A mídia que sustenta a oposição ao governo Lula deixa, em tudo o que faz, aquele inconfundível cheiro de cinismo que só ela é capaz de exalar. Assim são as sábias afirmações de que Lula não decidiu a eleição no primeiro turno porque faltou ao debate da Globo.


Durante os três dias em que, devido à lei, não houve programa eleitoral gratuito, fizeram de tudo, sem absolutamente nenhum escrúpulo. Estamparam nas primeiras páginas e na televisão as fotos ilegais, tiradas por um delegado que se rebaixou a rufião, do dinheiro apreendido com os petistas que foram pegos negociando o dossiê sobre as atividades ilícitas de Serra, como se o PT, o governo – e, evidentemente, o presidente Lula – fossem responsáveis pela conduta desses irresponsáveis. É evidente que tudo estava armado para que as fotos aparecessem exatamente quando a propaganda eleitoral fosse suspensa, e a mídia reacionária pudesse fazer impunemente a propaganda dos seus candidatos e a difamação dos adversários. Fizeram artigos e matérias contra Lula acusando-o de cobras e lagartos, quando ele não podia se defender, já que o programa eleitoral estava suspenso.


Insinuaram uma enxurrada de infâmias e, ao mesmo tempo, promoveram escandalosamente o candidato da reação e do atraso, fazendo uma campanha eleitoral tão explícita quanto ilegal. Depois de transformar seus jornais e canais de televisão em meros panfletos, para completar, editaram o próprio debate a que Lula não tinha comparecido, passando-o na televisão como se o debate não fizesse parte, precisamente, da campanha eleitoral que estava suspensa. Em suma, reincidiram, sob outra forma, na farsa criminosa – e até a Globo hoje a reconhece como tal, ainda que não se emende – do debate entre Lula e Collor, em 1989, editado, segundo contou depois um de seus fabricantes, com o seguinte critério: “destacar os melhores momentos de Collor e os piores momentos de Lula”.


Agora, depois de fazer tudo isso para impedir que Lula fosse eleito já no primeiro turno, tais damas e cavalheiros da mídia chegaram à brilhante conclusão: a culpa de Lula não ter decidido a eleição logo na primeira rodada é… adivinhem de quem?

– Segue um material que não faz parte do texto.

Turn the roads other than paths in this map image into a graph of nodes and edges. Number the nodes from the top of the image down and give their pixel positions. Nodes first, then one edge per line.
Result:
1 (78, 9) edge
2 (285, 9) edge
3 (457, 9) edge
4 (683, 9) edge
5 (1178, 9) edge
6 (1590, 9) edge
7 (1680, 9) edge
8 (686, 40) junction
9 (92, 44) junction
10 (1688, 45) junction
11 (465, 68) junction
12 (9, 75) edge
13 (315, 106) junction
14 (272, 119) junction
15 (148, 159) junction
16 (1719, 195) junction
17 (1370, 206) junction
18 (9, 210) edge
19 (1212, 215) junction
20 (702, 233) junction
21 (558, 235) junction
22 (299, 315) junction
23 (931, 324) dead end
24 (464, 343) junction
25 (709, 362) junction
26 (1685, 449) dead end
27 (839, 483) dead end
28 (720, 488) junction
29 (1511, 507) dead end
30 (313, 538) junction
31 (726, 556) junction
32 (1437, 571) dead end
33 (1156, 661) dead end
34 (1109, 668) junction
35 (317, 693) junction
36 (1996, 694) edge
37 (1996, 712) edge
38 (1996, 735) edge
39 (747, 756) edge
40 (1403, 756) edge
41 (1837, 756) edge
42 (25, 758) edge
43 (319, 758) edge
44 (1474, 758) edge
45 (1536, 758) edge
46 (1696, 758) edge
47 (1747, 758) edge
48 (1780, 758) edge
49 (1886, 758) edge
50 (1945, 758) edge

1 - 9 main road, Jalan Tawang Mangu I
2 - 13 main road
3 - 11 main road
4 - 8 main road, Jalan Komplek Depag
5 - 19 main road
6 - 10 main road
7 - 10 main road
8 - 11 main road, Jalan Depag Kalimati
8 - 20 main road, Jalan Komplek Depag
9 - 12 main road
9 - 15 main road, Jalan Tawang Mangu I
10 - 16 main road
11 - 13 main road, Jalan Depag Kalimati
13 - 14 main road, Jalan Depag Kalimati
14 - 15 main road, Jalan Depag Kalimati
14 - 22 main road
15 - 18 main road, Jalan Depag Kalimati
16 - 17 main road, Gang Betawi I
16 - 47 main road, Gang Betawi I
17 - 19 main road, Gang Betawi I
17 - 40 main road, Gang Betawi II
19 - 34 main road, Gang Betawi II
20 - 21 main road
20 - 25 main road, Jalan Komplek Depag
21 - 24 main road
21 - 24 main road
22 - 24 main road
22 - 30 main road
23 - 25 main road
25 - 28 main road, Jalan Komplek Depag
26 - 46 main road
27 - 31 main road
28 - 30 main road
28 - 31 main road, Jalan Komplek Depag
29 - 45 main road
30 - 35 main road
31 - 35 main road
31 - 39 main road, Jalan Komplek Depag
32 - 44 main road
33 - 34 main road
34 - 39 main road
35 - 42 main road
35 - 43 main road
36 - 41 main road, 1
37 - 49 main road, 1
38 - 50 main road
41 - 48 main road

Do Lula, é claro, que não se submeteu a ser escovado num debate adrede preparado para esse fim.


Expressão caridosa


O debate era, também, o que o povo chama de uma armação – três candidatos combinados para agredir Lula (e foi a, nesse caso, insuspeita Folha de S.Paulo que publicou matéria sobre as articulações entre esses candidatos antes do debate), mais um apresentador cuja função não era muito diferente, e apenas Lula para responder não somente ao que se dizia dele diretamente, mas também ao que se dizia dele nas intervenções feitas entre os outros candidatos. E Lula que esperasse a sua vez de falar…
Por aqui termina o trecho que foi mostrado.